What Is a Dreamcatcher?
Consisting of a loop and a woven net, a dreamcatcher resembles a spider web. Strips of leather holding beads, feathers, crystals, stones, and other items hang from the loop.
Talisman against harm and evil, Dreamcatcher tattoos are associated with Native American symbols to have a great body art. They have been admired as the most popular form of art that is symbolic of protection.
The present day generation have grown profound interest in the image of these tattoos on the whole. Even, a large number of body art enthusiasts view them as the most cherish able art interpretation.
According to the Anishinabe, it is Spider Woman whom we can thank for the dreamcatcher. Until her people spread to distant lands, she journeyed to every new infant in their cradleboard to weave her magical protective web. As the people migrated however, Spider Woman eventually had difficulty getting to all the cradleboards. Mothers, sisters, and grandmothers took over, creating their dreamcatchers by using willow for the hoop, leather to wrap the hoop, and sinew or cordage for the net. In some versions, the number of points where the web connects to the hoop numbers eight for Spider Woman’s eight legs. In the early 1900s, a traditional dreamcatcher among the Anishinabe had no feathers or beads and was only about three inches in diameter, a size one might expect if dangled from a baby’s cradleboard.
Though many people today use dreamcatchers as decorations, dreamcatchers are actually full of meaning and symbolism. Dreamcatchers were first created by the Ojibwa Nation, also known as the Chippewa or Anishinabe, and used to ward off bad dreams. Once upon a time, the Ojibwa believed that Spider Woman visited newborn babies and spun a protective web around the cradle, ensuring the infant had only sweet dreams. After the tribe became more nomadic, they feared the Spider Woman might not be able to find the babies. They, of course, needed a substitute method of wiping out nightmares. Dreamscatchers were soon created. Unlike the modern, decorative versions, the original amulets were small and unadorned.
Native Americans have been weaving Dream Catchers for thousands of years. The earliest examples may have been woven by the nimble fingers of the Ojibeway people. Small willow hoops holding the spider-web weave were hung over the cradles of children. They believed that the web caught hold of everything evil, while sweet dreams passed down to the sleeping infant along the soft feathers that were attached. But other interpretations and oral traditions have come down from different tribes of First Nations.
These early dreamcatchers were not very decorative. The believed the woven net caught bad dreams like a spider’s web catches prey. This protective charm soon caught on to other Native American tribes.
Dreamcatcher tattoo designs are very popular today. For men, they are a popular choice for an arm tattoo. Women may choose a smaller version on their shoulder or back. Dreamcatchers are ideal to match with other tattoos, such as beads, eagles, flowers, wolves, and the sun. They can be used in a larger Native American landscape scene.
Like with many other Native American symbols, make sure you fully understand its meaning and history before inking a dreamcatcher tattoo design onto your body.
There are many stories related to Dreamcatcher Tattoos, the Native American symbols. A resource of myth says that a spider, who was an epitome of wisdom, revealed the secrets of the life cycle of the human beings to the Lakota tribe spiritual leader. When the spider was speaking the wiser side, it actually spun a web across the hoop of the spiritual leader. The perfect woven web then symbolizes the best of times in the future with the hole at the centre for bad times to pass through it. This is why, people generally opt these tattoos. They not only ensure them good dreams and help in chasing away the bad ones.

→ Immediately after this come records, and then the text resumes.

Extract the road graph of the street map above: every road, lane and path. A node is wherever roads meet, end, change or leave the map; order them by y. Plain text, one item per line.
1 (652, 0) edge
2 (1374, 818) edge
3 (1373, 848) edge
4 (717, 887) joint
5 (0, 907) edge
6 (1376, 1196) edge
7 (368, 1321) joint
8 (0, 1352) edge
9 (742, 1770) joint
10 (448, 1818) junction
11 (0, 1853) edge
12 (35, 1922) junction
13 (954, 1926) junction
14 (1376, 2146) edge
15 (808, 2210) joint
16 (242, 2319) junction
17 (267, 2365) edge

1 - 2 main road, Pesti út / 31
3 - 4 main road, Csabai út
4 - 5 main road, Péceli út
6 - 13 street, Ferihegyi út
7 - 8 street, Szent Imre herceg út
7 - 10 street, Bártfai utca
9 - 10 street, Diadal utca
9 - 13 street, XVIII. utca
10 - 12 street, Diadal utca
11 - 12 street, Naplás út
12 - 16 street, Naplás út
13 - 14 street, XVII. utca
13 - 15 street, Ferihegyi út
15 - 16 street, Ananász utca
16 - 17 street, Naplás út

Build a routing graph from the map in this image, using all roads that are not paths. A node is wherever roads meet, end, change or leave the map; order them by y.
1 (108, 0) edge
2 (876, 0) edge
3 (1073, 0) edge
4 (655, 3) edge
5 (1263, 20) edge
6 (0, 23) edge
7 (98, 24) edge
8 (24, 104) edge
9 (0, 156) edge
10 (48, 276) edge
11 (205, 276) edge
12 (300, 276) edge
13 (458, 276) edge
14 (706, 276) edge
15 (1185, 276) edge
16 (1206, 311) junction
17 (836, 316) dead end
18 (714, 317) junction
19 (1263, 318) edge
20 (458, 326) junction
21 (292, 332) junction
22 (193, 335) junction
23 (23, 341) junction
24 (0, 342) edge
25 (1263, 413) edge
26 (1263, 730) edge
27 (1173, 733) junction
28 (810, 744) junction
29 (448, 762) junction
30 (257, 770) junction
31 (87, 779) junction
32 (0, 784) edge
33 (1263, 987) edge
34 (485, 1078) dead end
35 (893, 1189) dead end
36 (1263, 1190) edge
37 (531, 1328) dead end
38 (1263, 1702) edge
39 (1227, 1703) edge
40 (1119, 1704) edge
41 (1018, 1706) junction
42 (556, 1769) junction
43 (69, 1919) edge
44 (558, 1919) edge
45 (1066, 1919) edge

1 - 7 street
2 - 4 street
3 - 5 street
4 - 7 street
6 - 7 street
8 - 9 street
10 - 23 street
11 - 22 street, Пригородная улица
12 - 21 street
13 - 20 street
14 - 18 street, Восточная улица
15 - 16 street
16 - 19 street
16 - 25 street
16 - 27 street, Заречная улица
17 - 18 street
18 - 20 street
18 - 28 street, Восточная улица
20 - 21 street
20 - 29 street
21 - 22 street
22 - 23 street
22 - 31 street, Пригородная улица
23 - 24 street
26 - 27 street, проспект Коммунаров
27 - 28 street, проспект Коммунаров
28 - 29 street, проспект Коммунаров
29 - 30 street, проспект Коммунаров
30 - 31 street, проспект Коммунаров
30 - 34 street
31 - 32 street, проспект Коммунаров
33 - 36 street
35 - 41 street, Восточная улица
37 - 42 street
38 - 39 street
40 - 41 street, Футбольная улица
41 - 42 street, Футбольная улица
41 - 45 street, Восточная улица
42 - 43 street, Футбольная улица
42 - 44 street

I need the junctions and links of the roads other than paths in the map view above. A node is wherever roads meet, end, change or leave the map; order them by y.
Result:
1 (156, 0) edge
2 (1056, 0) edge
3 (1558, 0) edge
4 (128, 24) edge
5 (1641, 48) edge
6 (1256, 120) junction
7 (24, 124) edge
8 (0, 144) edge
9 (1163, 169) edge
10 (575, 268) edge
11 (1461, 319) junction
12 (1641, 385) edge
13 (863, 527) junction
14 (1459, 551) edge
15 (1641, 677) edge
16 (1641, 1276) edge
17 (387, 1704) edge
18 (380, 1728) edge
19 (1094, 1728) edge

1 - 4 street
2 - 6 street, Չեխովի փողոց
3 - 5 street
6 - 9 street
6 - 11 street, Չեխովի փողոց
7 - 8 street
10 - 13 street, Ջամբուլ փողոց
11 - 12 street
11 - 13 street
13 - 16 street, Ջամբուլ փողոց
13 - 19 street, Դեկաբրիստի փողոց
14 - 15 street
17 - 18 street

The Lakota legend tells of a vision that came to their spiritual leader.
He encountered ‘the great teacher of wisdom’ disguised as a spider, who spoke to him of the life-cycle of the human. While the wise one talked, he spun a web across the elder’s willow hoop. The perfect circle of the web symbolized the catcher and holder of good ideas, while the hole in the centre allowed the bad ones to pass through. Dream Catchers soon found their place above the sleeping people, catching the good dreams and sending the evil ones away down the hole in the centre.
Now, if you have decided to opt for these Native American symbols, you must decide where exactly to sport it. For men, they make a perfect place on the arm and for women it is shoulder. Great going for culturally sensitive people, Dreamcatcher tattoos as the Native American symbols hold sacred meaning in their lives.